A residential tenant will often seek to blame their landlord if they are injured by a defect at the property. But where the landlord is not made aware of a potentially dangerous defect that caused injury, the court has recently confirmed that the landlord will not be liable to the tenant.

The case involved a typical residential situation, where the owner of a long leasehold flat let it to a tenant under an assured shorthold tenancy. There was a pathway outside the flat leading to a communal bin store. The tenant was injured on uneven paving on the pathway, and brought a claim against the landlord.

The tenant argued that the landlord was liable under section 11, Landlord and Tenant Act 1985, which provides that on a lease for a term of less than 7 years, the landlord is obliged to keep the structure of the property in repair, including the exterior. Where the lease forms only part of a building, as with the flat in the court case, the landlord’s repairing obligation applies to the parts of the building over which the landlord has an interest. The tenant argued that because the landlord had a right to use the entrance hall into the building, the pathway formed part of the entrance hall’s ‘exterior’. The landlord was therefore liable for the pathway’s disrepair.

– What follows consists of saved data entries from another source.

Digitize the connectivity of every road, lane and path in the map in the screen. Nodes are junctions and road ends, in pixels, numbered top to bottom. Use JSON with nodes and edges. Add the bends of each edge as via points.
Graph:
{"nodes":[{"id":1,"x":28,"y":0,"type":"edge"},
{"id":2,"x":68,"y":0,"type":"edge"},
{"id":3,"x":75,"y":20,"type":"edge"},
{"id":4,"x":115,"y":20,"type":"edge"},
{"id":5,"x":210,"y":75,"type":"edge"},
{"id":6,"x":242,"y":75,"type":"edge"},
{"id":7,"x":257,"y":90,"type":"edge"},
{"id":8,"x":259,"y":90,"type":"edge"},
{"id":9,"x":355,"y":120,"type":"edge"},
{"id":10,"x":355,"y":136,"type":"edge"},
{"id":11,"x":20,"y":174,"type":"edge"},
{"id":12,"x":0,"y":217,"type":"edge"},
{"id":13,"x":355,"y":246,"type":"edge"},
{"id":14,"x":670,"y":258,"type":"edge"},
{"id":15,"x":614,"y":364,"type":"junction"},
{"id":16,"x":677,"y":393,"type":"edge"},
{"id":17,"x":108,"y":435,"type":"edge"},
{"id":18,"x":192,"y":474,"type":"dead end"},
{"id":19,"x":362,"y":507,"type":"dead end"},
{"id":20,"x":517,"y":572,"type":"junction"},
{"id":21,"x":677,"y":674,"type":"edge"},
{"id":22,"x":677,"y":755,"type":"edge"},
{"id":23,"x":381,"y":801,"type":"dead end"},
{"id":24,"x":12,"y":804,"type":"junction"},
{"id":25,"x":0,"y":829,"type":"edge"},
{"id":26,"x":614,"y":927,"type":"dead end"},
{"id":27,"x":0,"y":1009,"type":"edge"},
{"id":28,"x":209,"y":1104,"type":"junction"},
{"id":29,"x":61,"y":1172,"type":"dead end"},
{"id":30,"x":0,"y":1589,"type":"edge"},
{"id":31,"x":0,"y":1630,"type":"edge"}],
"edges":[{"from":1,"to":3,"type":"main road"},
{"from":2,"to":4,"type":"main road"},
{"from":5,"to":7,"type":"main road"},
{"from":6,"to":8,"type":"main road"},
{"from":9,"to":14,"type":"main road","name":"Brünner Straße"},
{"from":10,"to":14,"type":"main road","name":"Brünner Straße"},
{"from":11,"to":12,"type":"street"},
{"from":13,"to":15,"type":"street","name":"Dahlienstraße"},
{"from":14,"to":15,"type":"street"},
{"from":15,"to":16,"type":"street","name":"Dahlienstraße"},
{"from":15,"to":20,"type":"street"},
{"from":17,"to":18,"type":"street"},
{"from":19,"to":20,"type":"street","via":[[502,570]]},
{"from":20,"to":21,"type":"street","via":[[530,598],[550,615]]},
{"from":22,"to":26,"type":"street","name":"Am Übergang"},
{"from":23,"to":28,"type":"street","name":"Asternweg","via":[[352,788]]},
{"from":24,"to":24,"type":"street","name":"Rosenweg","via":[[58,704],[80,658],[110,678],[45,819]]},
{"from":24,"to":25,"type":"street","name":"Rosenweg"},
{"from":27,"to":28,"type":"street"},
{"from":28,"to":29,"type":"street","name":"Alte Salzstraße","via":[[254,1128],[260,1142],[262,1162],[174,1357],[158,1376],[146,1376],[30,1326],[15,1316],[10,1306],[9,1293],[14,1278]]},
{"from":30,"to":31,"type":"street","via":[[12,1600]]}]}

The case eventually came to the Supreme Court (Edwards v Kumarasamy [2016] UKSC 403), which found that the landlord was not liable. The pathway was outside the scope of section 11, because as a matter of ordinary language, the pathway could not be regarded as part of the exterior of the entrance hall. Furthermore, the tenant had not given any notice to the landlord of the disrepair of the pathway, and so the landlord could not have been liable under section 11 anyway.

The case is a welcome clarification for landlords of when they might be liable to a tenant for injury caused by a defect in the property. However, it is not always the case that a landlord must be aware of a defect to have an obligation to repair it. If the defective structure lies outside the tenant’s demise, and the landlord retains possession, the landlord might be liable even without notice of the disrepair.